↓
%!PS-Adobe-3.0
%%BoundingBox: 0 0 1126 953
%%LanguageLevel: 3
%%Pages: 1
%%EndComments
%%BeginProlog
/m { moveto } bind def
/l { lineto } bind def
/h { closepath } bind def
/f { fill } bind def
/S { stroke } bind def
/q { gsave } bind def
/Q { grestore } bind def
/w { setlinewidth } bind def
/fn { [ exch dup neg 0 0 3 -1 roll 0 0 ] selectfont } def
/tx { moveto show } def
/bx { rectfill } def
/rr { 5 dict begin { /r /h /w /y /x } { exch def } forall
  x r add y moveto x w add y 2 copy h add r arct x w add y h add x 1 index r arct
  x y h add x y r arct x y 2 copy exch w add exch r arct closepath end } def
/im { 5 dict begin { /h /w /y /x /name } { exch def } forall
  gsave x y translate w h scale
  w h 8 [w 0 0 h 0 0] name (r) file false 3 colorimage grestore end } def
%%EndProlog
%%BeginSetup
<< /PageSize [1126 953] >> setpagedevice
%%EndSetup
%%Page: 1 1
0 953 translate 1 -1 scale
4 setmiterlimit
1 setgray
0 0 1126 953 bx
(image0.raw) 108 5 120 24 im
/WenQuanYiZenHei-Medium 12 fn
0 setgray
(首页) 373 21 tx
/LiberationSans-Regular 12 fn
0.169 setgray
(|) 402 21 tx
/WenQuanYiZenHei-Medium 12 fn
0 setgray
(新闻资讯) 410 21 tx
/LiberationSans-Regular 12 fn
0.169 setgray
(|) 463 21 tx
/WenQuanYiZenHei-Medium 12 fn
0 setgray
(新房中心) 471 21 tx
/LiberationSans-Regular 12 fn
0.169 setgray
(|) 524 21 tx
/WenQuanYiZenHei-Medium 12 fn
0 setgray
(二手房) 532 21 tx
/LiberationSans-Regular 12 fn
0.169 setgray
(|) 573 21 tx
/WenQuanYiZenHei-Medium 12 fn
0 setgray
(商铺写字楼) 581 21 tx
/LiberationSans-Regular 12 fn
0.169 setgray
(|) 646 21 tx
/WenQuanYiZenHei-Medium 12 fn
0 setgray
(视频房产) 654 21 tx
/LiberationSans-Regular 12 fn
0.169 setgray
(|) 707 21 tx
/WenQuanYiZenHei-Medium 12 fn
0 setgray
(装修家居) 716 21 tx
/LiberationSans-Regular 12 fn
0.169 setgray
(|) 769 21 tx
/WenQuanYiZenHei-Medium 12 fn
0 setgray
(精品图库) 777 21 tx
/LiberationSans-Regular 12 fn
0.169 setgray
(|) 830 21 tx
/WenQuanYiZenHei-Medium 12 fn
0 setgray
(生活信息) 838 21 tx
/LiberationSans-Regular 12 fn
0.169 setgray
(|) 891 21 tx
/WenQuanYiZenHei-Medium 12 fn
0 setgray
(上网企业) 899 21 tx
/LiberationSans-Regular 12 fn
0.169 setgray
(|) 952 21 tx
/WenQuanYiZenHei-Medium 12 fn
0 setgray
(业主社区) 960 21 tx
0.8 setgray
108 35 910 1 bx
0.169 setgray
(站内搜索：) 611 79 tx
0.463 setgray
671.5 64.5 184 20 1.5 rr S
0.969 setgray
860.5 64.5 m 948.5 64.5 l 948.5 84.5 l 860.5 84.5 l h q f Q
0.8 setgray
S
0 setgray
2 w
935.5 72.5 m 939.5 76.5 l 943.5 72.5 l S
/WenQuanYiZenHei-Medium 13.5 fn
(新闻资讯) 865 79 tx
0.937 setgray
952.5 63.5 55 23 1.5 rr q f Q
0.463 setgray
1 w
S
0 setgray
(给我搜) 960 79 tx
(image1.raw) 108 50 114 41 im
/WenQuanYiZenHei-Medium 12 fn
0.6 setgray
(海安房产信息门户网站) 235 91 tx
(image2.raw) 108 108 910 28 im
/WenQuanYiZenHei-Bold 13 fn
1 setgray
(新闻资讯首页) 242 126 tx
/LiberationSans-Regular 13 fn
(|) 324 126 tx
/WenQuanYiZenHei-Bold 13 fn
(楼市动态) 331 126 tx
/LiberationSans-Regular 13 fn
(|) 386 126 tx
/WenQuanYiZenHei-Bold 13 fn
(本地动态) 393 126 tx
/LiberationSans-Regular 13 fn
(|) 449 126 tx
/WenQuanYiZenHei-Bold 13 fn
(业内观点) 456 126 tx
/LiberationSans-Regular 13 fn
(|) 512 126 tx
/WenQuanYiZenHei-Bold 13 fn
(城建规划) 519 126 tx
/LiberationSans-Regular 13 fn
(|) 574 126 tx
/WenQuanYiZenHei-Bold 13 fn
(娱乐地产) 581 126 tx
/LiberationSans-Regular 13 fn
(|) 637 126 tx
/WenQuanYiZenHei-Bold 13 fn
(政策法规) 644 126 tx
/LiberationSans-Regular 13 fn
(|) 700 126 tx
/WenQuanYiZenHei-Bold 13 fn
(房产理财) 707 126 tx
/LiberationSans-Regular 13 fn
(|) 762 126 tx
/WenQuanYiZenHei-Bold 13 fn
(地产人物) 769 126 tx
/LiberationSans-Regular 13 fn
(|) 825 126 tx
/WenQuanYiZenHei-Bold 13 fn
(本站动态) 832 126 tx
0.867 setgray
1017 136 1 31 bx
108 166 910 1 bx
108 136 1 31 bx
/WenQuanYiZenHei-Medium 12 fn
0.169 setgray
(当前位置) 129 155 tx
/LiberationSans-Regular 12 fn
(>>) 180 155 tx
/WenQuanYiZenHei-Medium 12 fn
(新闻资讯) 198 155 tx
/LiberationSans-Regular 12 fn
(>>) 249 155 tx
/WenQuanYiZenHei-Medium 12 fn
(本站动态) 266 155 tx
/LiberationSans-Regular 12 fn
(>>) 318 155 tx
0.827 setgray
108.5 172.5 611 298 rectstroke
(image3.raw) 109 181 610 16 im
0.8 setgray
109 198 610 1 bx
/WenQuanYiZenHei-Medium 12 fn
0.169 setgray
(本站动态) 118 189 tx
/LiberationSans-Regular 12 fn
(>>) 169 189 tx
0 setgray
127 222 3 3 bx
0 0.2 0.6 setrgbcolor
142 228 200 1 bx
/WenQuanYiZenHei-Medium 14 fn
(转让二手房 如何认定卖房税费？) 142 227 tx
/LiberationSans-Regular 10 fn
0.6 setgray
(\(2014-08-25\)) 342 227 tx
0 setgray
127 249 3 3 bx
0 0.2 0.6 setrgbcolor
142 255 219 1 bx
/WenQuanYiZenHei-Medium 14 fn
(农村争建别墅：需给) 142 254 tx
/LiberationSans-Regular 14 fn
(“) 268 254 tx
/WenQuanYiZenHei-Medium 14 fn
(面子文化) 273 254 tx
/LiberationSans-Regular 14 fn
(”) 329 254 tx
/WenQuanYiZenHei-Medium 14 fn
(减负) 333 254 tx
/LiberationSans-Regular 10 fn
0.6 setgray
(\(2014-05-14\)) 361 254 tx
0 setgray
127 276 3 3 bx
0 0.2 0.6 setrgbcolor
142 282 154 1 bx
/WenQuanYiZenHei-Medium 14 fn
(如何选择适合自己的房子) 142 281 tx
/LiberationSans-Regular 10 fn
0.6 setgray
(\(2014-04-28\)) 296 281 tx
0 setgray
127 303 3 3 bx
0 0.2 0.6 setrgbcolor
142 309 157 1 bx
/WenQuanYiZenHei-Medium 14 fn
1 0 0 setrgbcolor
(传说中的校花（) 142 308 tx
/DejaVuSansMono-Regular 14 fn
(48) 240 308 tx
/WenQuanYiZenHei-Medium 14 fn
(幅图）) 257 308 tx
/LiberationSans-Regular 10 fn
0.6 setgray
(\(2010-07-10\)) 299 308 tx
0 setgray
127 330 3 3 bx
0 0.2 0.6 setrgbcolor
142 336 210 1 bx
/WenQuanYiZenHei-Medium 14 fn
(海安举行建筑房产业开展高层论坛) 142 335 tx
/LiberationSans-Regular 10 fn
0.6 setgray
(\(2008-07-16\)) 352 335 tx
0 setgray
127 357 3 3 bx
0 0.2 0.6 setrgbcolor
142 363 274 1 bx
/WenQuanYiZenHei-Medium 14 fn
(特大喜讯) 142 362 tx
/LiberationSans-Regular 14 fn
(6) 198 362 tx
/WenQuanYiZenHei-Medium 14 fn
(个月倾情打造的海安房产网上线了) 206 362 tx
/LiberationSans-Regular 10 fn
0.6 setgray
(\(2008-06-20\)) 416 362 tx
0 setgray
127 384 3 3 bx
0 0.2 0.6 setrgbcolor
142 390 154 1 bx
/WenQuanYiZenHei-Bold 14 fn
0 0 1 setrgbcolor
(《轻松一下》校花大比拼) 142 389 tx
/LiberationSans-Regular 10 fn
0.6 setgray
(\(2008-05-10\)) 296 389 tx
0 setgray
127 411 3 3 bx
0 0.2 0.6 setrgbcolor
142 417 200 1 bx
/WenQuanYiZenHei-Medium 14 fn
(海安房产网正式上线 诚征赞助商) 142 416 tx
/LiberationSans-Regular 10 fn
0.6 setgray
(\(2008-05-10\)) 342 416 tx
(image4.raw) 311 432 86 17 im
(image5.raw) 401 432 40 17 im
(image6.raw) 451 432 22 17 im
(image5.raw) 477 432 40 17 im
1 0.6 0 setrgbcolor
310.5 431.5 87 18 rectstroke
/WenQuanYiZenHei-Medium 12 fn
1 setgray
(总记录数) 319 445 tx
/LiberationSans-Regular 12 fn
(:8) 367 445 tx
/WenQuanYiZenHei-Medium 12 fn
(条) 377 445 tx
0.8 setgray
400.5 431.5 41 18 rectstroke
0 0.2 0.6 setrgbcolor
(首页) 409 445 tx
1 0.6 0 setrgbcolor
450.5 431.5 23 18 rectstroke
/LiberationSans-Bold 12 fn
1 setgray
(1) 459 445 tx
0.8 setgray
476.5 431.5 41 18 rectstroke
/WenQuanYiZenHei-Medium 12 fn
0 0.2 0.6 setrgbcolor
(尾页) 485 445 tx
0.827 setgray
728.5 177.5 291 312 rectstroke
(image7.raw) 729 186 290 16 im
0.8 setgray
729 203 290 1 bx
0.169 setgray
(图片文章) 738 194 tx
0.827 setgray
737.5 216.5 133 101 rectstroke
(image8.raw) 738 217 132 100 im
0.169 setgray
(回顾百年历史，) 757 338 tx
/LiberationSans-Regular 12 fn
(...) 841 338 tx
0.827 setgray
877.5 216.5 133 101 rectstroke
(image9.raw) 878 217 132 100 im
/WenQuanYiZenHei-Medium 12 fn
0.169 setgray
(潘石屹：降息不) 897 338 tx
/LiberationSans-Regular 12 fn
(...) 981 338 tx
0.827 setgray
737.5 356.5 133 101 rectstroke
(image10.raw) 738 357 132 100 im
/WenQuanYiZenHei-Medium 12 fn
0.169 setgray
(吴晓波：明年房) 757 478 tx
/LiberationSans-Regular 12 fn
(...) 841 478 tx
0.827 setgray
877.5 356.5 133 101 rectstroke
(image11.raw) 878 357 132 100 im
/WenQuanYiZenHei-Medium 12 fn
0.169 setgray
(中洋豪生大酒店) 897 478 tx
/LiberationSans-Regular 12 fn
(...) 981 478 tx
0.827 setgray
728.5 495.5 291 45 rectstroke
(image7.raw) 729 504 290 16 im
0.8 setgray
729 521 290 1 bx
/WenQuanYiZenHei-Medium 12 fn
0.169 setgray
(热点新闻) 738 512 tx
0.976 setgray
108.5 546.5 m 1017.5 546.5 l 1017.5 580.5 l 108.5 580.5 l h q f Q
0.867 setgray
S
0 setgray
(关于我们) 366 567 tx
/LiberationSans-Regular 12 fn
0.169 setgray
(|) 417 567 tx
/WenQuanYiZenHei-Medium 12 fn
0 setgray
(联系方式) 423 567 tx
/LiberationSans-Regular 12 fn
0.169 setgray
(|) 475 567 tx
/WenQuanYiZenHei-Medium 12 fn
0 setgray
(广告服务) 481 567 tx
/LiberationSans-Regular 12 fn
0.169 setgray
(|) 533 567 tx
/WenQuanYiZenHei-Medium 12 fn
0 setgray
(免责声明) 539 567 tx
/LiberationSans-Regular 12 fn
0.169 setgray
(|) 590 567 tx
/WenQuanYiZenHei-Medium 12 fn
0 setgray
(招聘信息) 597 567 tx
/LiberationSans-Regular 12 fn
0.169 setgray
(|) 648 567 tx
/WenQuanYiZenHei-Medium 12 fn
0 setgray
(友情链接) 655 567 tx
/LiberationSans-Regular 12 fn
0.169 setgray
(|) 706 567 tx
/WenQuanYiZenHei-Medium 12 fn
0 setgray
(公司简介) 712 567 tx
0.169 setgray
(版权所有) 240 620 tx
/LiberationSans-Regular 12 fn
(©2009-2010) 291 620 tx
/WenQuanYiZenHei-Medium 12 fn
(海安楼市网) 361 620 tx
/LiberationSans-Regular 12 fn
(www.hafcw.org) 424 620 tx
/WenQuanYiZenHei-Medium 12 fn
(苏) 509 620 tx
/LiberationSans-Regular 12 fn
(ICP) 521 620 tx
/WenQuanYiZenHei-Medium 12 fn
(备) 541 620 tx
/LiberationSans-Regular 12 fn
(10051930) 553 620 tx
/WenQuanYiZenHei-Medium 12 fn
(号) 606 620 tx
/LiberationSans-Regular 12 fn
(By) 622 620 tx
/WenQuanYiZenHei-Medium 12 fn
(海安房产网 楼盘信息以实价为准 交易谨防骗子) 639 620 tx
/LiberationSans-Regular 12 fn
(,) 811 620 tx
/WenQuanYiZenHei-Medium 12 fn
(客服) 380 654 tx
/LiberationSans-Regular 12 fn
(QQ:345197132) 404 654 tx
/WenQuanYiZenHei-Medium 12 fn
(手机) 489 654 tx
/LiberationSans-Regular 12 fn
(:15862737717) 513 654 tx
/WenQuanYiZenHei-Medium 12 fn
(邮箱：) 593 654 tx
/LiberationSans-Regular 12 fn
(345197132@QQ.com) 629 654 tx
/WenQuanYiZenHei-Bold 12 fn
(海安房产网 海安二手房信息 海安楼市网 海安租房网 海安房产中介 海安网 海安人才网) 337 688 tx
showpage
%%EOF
↑
↓
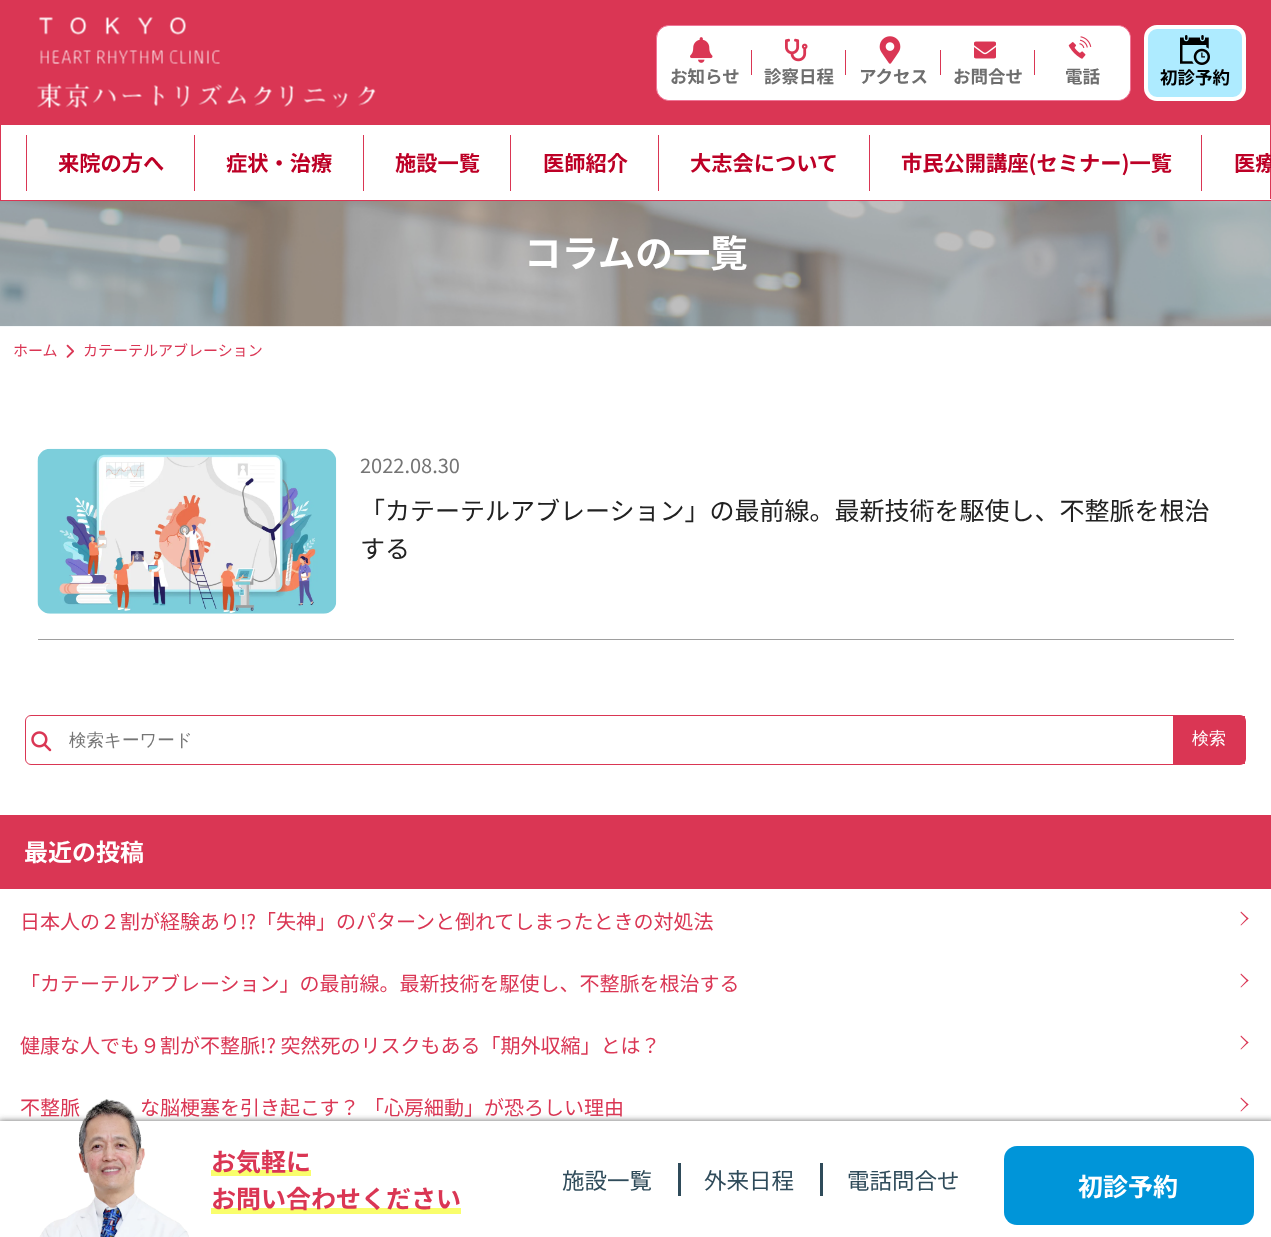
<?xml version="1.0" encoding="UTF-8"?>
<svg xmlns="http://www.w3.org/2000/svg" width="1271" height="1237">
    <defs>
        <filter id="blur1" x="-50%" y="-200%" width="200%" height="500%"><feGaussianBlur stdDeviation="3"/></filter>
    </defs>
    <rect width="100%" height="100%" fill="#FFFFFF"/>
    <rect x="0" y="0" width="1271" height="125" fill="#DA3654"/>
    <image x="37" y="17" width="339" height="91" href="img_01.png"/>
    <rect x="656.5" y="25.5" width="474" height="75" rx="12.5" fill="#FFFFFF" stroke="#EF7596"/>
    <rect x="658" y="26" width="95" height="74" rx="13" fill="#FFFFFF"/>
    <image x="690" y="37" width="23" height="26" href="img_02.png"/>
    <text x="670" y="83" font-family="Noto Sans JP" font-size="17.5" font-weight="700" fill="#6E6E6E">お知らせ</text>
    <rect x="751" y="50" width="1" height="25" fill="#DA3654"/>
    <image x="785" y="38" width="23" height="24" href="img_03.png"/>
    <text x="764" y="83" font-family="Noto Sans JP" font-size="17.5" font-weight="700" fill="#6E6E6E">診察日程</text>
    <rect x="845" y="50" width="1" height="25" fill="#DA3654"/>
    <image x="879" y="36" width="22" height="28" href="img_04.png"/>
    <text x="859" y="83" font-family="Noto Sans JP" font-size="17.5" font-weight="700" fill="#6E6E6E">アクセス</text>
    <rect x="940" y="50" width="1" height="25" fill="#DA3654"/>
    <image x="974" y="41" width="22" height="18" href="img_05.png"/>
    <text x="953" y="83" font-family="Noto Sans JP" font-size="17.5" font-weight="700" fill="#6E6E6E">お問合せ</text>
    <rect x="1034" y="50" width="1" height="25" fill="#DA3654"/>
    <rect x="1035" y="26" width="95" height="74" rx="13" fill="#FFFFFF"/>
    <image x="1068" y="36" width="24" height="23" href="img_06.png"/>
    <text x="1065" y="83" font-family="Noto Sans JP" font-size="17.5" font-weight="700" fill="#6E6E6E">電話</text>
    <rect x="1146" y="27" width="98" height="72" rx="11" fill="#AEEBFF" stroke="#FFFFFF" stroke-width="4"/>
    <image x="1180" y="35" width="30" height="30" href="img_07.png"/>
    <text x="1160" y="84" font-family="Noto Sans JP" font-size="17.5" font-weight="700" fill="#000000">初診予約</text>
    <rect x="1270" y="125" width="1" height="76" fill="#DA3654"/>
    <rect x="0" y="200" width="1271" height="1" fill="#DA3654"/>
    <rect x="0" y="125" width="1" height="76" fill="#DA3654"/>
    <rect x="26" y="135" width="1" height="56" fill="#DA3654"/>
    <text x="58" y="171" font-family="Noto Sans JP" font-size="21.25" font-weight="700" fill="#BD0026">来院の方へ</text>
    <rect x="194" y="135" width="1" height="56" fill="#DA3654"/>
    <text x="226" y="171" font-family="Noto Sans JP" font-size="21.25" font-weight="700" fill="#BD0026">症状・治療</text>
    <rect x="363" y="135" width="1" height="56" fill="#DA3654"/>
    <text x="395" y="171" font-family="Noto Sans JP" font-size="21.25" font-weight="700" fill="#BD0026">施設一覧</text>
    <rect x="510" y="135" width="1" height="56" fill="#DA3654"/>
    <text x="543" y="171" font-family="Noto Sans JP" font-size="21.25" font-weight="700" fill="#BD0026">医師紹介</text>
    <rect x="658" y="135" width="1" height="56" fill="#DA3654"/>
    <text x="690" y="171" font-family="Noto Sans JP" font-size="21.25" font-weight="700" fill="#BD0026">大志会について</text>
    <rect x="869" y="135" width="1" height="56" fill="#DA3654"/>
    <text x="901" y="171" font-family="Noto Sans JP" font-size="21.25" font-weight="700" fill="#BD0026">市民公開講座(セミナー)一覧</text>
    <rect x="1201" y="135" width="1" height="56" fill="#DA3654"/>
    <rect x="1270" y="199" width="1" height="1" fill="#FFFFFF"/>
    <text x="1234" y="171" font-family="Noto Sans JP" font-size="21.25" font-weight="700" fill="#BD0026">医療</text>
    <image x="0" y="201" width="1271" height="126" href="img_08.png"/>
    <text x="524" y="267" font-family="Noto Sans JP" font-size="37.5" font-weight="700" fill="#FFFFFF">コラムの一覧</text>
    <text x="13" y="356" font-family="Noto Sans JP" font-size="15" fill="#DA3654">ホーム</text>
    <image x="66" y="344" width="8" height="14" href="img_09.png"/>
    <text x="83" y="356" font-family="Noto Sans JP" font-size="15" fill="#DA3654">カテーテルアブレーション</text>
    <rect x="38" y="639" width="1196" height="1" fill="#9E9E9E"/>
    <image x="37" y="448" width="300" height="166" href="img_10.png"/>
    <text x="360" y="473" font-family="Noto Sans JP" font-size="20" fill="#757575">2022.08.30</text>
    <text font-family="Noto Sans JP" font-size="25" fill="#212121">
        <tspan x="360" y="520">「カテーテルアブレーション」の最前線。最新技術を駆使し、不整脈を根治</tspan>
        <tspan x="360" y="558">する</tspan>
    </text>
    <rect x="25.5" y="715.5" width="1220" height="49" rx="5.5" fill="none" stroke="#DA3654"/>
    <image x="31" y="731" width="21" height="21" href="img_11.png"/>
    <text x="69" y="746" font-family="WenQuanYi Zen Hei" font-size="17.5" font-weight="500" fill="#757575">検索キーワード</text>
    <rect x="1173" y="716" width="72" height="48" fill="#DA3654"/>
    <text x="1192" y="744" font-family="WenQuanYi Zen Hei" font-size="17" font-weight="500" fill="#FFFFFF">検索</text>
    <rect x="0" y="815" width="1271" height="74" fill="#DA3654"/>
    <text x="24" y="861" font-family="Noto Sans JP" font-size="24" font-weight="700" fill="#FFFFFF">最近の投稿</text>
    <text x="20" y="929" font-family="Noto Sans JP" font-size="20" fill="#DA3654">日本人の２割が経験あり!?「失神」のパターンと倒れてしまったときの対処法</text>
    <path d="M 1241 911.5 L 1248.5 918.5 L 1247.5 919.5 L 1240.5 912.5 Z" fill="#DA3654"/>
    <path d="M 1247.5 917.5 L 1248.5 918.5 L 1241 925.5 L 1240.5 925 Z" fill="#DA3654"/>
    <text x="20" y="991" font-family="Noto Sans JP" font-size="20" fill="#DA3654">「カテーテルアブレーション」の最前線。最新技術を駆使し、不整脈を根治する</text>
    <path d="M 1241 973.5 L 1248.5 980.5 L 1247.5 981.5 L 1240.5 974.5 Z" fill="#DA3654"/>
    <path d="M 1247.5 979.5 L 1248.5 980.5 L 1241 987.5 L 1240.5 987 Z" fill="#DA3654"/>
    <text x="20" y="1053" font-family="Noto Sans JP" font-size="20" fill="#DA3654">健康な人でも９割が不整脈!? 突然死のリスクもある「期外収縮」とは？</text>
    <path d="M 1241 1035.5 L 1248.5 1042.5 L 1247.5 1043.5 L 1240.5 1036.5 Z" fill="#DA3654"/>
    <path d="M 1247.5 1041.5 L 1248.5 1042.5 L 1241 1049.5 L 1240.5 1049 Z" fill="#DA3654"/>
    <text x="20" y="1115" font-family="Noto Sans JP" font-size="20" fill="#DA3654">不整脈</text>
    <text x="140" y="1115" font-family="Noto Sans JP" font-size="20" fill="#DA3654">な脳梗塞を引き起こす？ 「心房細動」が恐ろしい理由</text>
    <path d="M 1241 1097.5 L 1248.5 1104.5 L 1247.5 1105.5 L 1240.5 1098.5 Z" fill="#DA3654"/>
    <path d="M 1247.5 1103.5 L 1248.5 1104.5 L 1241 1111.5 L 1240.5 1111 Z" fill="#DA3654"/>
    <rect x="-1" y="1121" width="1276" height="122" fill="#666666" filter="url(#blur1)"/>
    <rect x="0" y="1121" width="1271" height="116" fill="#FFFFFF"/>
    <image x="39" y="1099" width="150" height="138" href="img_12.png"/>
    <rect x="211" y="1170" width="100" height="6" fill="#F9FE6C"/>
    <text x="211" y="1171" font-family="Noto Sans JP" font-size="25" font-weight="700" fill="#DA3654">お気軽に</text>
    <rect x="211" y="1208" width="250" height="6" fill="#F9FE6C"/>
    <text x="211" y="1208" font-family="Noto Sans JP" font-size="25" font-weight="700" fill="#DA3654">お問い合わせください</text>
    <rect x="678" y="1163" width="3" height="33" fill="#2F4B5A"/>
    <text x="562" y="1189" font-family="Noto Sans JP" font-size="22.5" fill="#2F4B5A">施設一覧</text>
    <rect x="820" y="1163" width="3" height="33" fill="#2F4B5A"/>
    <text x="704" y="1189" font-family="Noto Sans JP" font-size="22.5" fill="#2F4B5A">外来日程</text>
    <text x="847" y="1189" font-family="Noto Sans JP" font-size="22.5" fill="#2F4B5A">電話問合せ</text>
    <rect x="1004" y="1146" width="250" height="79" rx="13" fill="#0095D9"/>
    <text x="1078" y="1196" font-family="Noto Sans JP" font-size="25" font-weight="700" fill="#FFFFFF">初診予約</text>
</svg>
↑
— Task —
Count how many lines in the listing above hold "本站动态". Supply only that number.

— Exercise answer —
3